• **Activity**
Every record below needs to be written out exactly, apart from the pictures.

Record set Start Marker

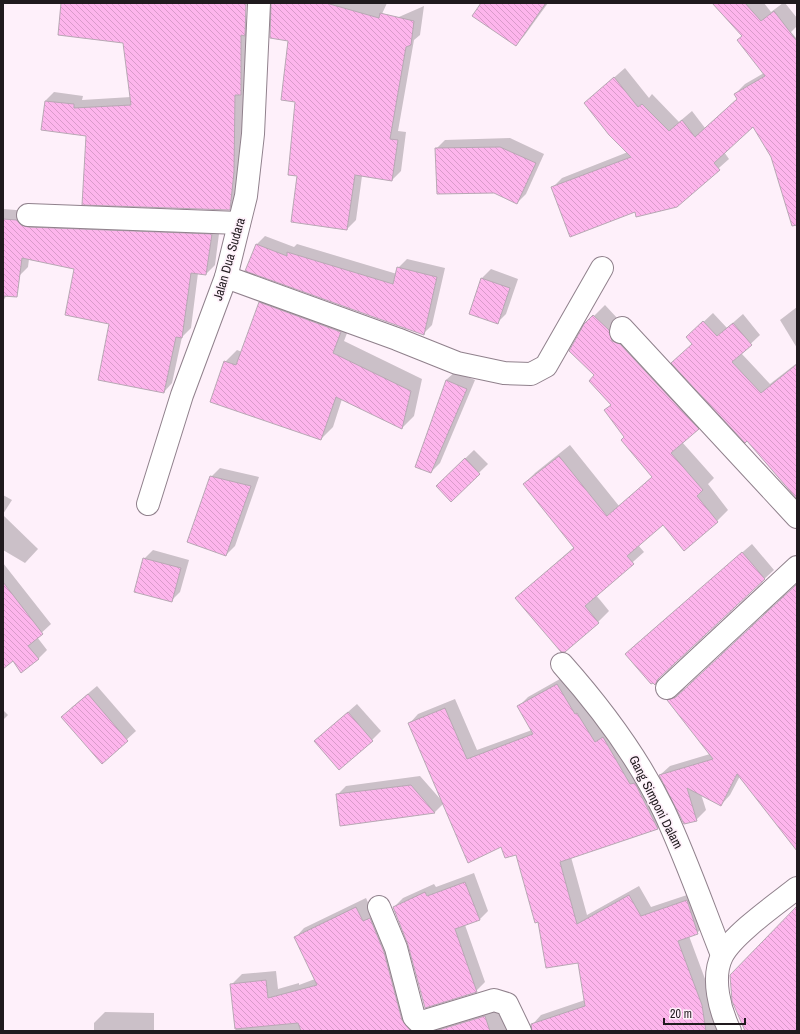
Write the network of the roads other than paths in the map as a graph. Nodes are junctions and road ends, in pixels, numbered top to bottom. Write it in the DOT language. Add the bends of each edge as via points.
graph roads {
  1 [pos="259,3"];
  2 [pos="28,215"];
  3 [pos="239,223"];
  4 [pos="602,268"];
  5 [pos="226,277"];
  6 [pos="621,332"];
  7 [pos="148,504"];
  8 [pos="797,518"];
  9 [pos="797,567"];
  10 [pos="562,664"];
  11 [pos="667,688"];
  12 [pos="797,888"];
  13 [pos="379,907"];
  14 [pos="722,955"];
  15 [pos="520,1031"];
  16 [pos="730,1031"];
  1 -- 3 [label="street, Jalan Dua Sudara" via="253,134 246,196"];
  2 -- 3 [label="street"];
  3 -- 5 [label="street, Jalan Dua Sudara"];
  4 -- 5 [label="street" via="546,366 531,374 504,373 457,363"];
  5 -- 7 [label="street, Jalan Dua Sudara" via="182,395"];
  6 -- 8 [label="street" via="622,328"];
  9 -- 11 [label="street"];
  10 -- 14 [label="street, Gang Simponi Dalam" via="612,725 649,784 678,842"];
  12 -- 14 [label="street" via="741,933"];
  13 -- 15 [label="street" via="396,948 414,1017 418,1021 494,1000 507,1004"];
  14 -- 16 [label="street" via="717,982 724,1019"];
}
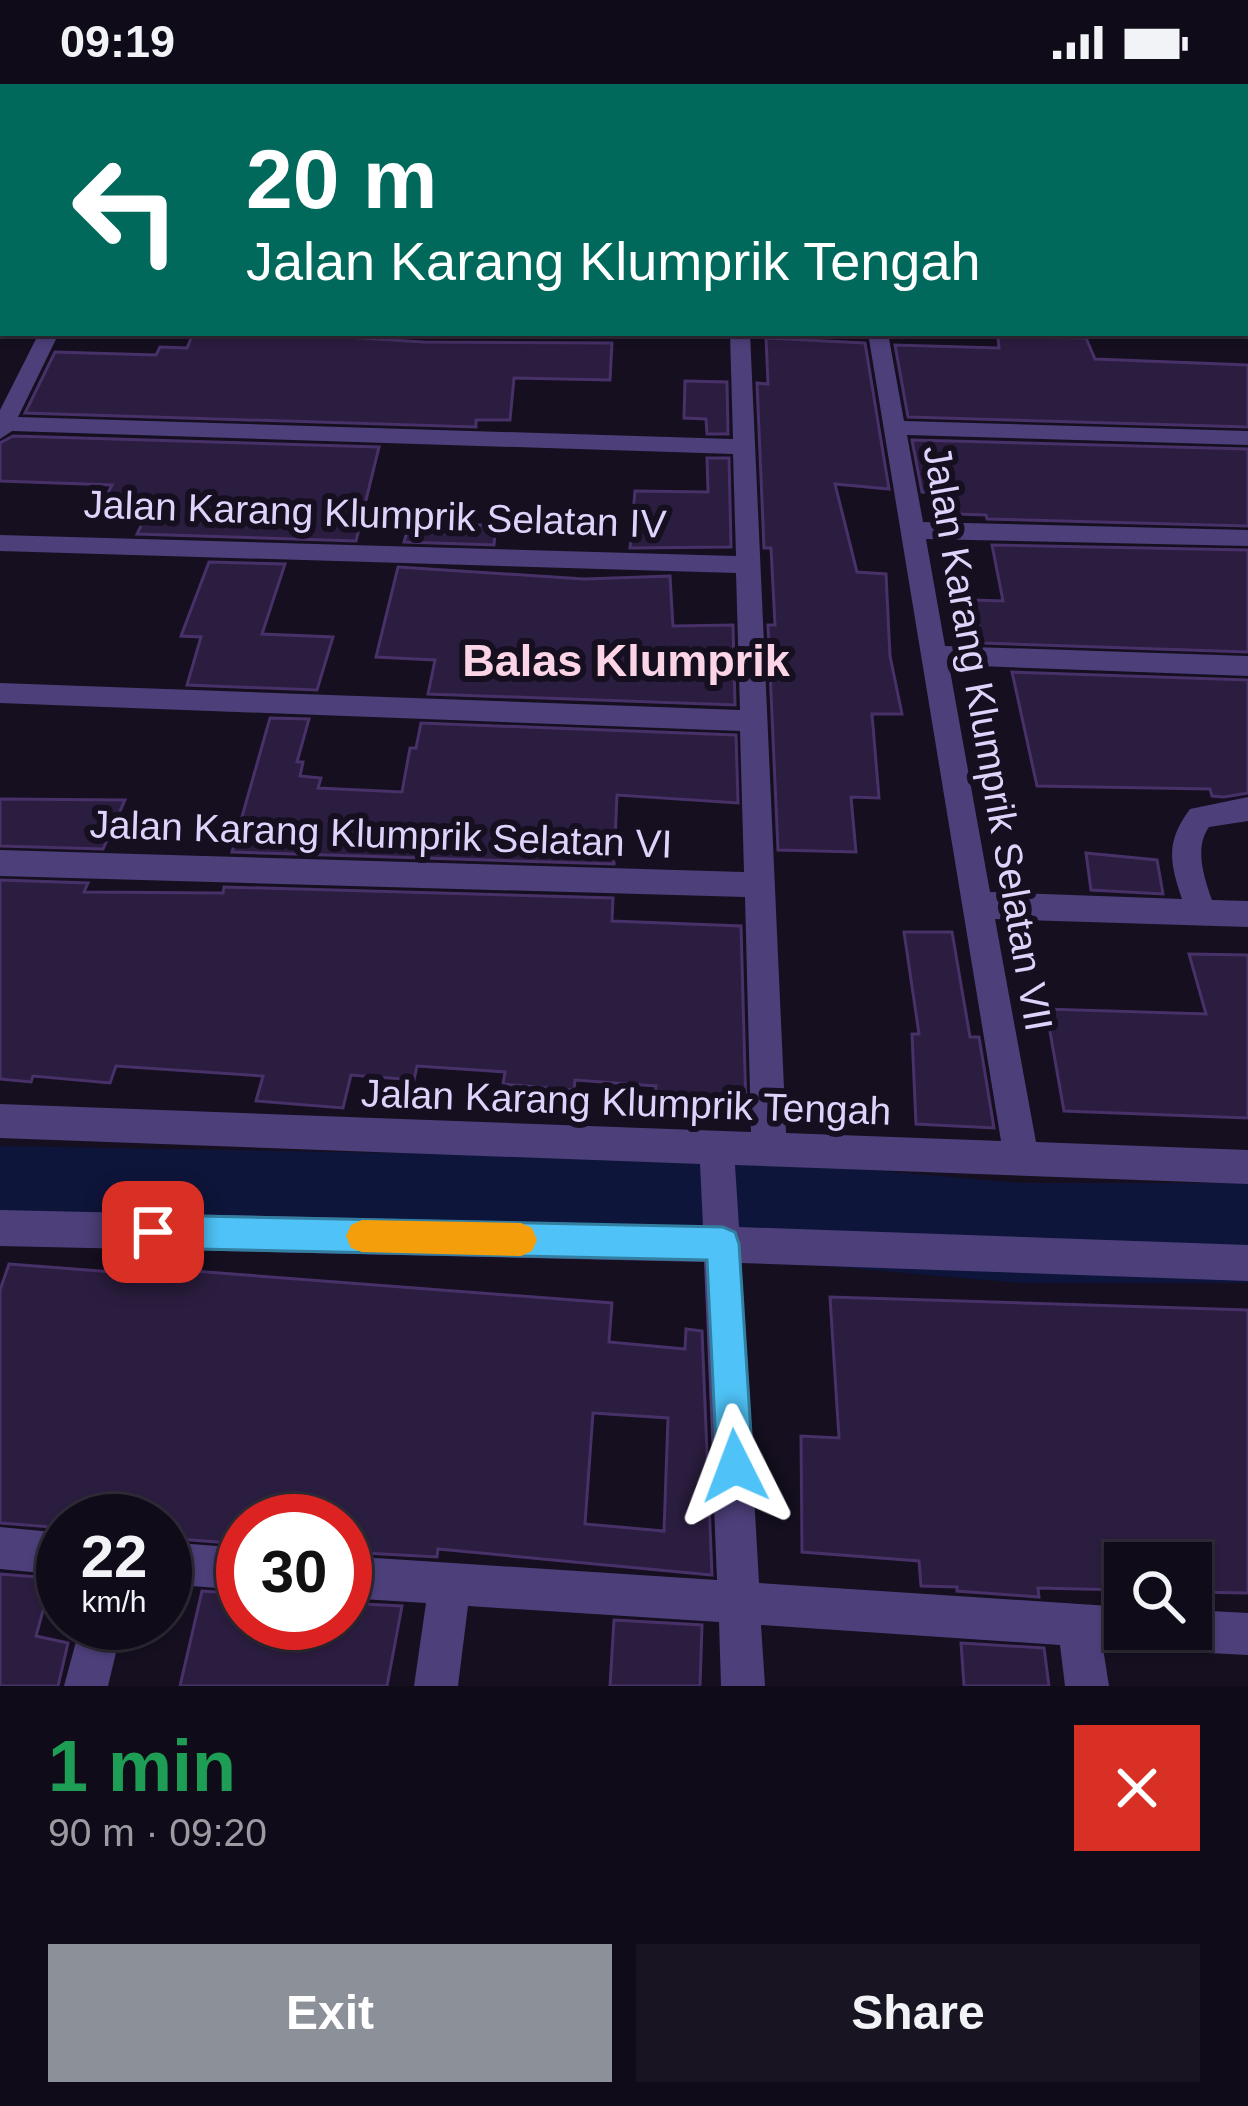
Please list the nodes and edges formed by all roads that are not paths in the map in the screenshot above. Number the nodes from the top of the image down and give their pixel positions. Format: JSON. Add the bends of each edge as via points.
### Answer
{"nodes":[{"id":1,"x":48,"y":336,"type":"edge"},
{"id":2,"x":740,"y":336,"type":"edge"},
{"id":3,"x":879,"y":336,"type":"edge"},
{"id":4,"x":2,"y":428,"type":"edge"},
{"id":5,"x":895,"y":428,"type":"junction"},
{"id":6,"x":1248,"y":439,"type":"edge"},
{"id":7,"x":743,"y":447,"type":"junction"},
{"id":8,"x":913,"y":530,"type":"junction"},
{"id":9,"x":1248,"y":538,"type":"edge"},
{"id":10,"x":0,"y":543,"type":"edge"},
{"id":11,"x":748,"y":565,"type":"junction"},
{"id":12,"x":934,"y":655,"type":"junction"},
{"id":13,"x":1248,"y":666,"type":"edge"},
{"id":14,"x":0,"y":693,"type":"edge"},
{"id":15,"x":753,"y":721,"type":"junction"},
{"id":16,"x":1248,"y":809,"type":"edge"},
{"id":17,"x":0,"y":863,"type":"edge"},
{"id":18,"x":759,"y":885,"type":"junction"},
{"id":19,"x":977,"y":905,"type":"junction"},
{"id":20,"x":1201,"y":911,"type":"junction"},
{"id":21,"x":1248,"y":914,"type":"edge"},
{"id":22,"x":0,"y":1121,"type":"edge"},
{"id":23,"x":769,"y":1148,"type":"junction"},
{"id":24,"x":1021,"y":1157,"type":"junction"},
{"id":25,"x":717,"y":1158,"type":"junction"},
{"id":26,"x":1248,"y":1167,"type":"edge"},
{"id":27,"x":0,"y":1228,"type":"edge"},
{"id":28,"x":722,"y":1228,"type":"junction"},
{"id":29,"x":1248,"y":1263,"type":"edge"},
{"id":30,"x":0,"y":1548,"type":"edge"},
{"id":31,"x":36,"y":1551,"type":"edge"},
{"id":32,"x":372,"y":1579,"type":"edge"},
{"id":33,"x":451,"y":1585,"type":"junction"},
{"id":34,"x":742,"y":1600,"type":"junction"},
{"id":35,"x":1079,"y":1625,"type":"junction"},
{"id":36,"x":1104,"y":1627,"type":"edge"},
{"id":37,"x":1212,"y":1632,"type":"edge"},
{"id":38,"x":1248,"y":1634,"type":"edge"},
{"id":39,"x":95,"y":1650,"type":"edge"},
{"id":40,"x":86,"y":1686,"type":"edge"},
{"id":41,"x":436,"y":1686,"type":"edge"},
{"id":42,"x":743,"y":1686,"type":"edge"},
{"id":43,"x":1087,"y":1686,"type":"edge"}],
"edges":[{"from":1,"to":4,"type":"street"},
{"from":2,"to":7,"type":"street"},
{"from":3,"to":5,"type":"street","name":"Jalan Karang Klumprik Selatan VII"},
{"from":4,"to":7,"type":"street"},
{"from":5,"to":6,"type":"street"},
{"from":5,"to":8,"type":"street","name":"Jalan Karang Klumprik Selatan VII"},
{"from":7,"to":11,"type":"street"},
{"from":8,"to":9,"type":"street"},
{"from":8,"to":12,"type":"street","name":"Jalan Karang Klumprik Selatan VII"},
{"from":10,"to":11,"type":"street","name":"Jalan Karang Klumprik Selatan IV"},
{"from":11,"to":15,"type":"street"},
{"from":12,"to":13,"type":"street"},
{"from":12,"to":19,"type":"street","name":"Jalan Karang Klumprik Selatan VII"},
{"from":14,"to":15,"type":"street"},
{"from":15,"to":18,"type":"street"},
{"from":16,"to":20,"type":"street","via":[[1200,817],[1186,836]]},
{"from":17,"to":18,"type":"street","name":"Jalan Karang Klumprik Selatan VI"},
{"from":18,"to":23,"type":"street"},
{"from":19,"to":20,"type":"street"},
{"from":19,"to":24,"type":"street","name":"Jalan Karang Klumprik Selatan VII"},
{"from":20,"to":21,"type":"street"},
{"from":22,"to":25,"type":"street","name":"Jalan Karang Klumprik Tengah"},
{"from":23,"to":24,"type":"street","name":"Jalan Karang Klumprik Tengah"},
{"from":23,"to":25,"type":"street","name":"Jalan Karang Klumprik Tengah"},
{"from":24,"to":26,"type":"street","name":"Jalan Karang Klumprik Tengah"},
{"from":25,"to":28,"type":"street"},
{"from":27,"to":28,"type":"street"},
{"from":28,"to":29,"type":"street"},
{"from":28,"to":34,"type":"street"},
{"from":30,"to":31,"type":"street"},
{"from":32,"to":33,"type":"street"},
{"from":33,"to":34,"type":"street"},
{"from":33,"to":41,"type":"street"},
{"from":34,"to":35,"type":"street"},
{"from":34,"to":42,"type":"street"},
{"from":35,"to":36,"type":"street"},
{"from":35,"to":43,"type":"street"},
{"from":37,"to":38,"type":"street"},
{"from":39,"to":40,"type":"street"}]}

Record set End Marker

• **Response**
Write the network of the roads other than paths in the map as a graph. Nodes are junctions and road ends, in pixels, numbered top to bottom. Write it in the DOT language. Add the bends of each edge as via points.
graph roads {
  1 [pos="259,3"];
  2 [pos="28,215"];
  3 [pos="239,223"];
  4 [pos="602,268"];
  5 [pos="226,277"];
  6 [pos="621,332"];
  7 [pos="148,504"];
  8 [pos="797,518"];
  9 [pos="797,567"];
  10 [pos="562,664"];
  11 [pos="667,688"];
  12 [pos="797,888"];
  13 [pos="379,907"];
  14 [pos="722,955"];
  15 [pos="520,1031"];
  16 [pos="730,1031"];
  1 -- 3 [label="street, Jalan Dua Sudara" via="253,134 246,196"];
  2 -- 3 [label="street"];
  3 -- 5 [label="street, Jalan Dua Sudara"];
  4 -- 5 [label="street" via="546,366 531,374 504,373 457,363"];
  5 -- 7 [label="street, Jalan Dua Sudara" via="182,395"];
  6 -- 8 [label="street" via="622,328"];
  9 -- 11 [label="street"];
  10 -- 14 [label="street, Gang Simponi Dalam" via="612,725 649,784 678,842"];
  12 -- 14 [label="street" via="741,933"];
  13 -- 15 [label="street" via="396,948 414,1017 418,1021 494,1000 507,1004"];
  14 -- 16 [label="street" via="717,982 724,1019"];
}
Please list the nodes and edges formed by all roads that are not paths in the map in the screenshot above. Number the nodes from the top of the image down and give their pixel positions. Format: JSON. Add the bends of each edge as via points.
### Answer
{"nodes":[{"id":1,"x":48,"y":336,"type":"edge"},
{"id":2,"x":740,"y":336,"type":"edge"},
{"id":3,"x":879,"y":336,"type":"edge"},
{"id":4,"x":2,"y":428,"type":"edge"},
{"id":5,"x":895,"y":428,"type":"junction"},
{"id":6,"x":1248,"y":439,"type":"edge"},
{"id":7,"x":743,"y":447,"type":"junction"},
{"id":8,"x":913,"y":530,"type":"junction"},
{"id":9,"x":1248,"y":538,"type":"edge"},
{"id":10,"x":0,"y":543,"type":"edge"},
{"id":11,"x":748,"y":565,"type":"junction"},
{"id":12,"x":934,"y":655,"type":"junction"},
{"id":13,"x":1248,"y":666,"type":"edge"},
{"id":14,"x":0,"y":693,"type":"edge"},
{"id":15,"x":753,"y":721,"type":"junction"},
{"id":16,"x":1248,"y":809,"type":"edge"},
{"id":17,"x":0,"y":863,"type":"edge"},
{"id":18,"x":759,"y":885,"type":"junction"},
{"id":19,"x":977,"y":905,"type":"junction"},
{"id":20,"x":1201,"y":911,"type":"junction"},
{"id":21,"x":1248,"y":914,"type":"edge"},
{"id":22,"x":0,"y":1121,"type":"edge"},
{"id":23,"x":769,"y":1148,"type":"junction"},
{"id":24,"x":1021,"y":1157,"type":"junction"},
{"id":25,"x":717,"y":1158,"type":"junction"},
{"id":26,"x":1248,"y":1167,"type":"edge"},
{"id":27,"x":0,"y":1228,"type":"edge"},
{"id":28,"x":722,"y":1228,"type":"junction"},
{"id":29,"x":1248,"y":1263,"type":"edge"},
{"id":30,"x":0,"y":1548,"type":"edge"},
{"id":31,"x":36,"y":1551,"type":"edge"},
{"id":32,"x":372,"y":1579,"type":"edge"},
{"id":33,"x":451,"y":1585,"type":"junction"},
{"id":34,"x":742,"y":1600,"type":"junction"},
{"id":35,"x":1079,"y":1625,"type":"junction"},
{"id":36,"x":1104,"y":1627,"type":"edge"},
{"id":37,"x":1212,"y":1632,"type":"edge"},
{"id":38,"x":1248,"y":1634,"type":"edge"},
{"id":39,"x":95,"y":1650,"type":"edge"},
{"id":40,"x":86,"y":1686,"type":"edge"},
{"id":41,"x":436,"y":1686,"type":"edge"},
{"id":42,"x":743,"y":1686,"type":"edge"},
{"id":43,"x":1087,"y":1686,"type":"edge"}],
"edges":[{"from":1,"to":4,"type":"street"},
{"from":2,"to":7,"type":"street"},
{"from":3,"to":5,"type":"street","name":"Jalan Karang Klumprik Selatan VII"},
{"from":4,"to":7,"type":"street"},
{"from":5,"to":6,"type":"street"},
{"from":5,"to":8,"type":"street","name":"Jalan Karang Klumprik Selatan VII"},
{"from":7,"to":11,"type":"street"},
{"from":8,"to":9,"type":"street"},
{"from":8,"to":12,"type":"street","name":"Jalan Karang Klumprik Selatan VII"},
{"from":10,"to":11,"type":"street","name":"Jalan Karang Klumprik Selatan IV"},
{"from":11,"to":15,"type":"street"},
{"from":12,"to":13,"type":"street"},
{"from":12,"to":19,"type":"street","name":"Jalan Karang Klumprik Selatan VII"},
{"from":14,"to":15,"type":"street"},
{"from":15,"to":18,"type":"street"},
{"from":16,"to":20,"type":"street","via":[[1200,817],[1186,836]]},
{"from":17,"to":18,"type":"street","name":"Jalan Karang Klumprik Selatan VI"},
{"from":18,"to":23,"type":"street"},
{"from":19,"to":20,"type":"street"},
{"from":19,"to":24,"type":"street","name":"Jalan Karang Klumprik Selatan VII"},
{"from":20,"to":21,"type":"street"},
{"from":22,"to":25,"type":"street","name":"Jalan Karang Klumprik Tengah"},
{"from":23,"to":24,"type":"street","name":"Jalan Karang Klumprik Tengah"},
{"from":23,"to":25,"type":"street","name":"Jalan Karang Klumprik Tengah"},
{"from":24,"to":26,"type":"street","name":"Jalan Karang Klumprik Tengah"},
{"from":25,"to":28,"type":"street"},
{"from":27,"to":28,"type":"street"},
{"from":28,"to":29,"type":"street"},
{"from":28,"to":34,"type":"street"},
{"from":30,"to":31,"type":"street"},
{"from":32,"to":33,"type":"street"},
{"from":33,"to":34,"type":"street"},
{"from":33,"to":41,"type":"street"},
{"from":34,"to":35,"type":"street"},
{"from":34,"to":42,"type":"street"},
{"from":35,"to":36,"type":"street"},
{"from":35,"to":43,"type":"street"},
{"from":37,"to":38,"type":"street"},
{"from":39,"to":40,"type":"street"}]}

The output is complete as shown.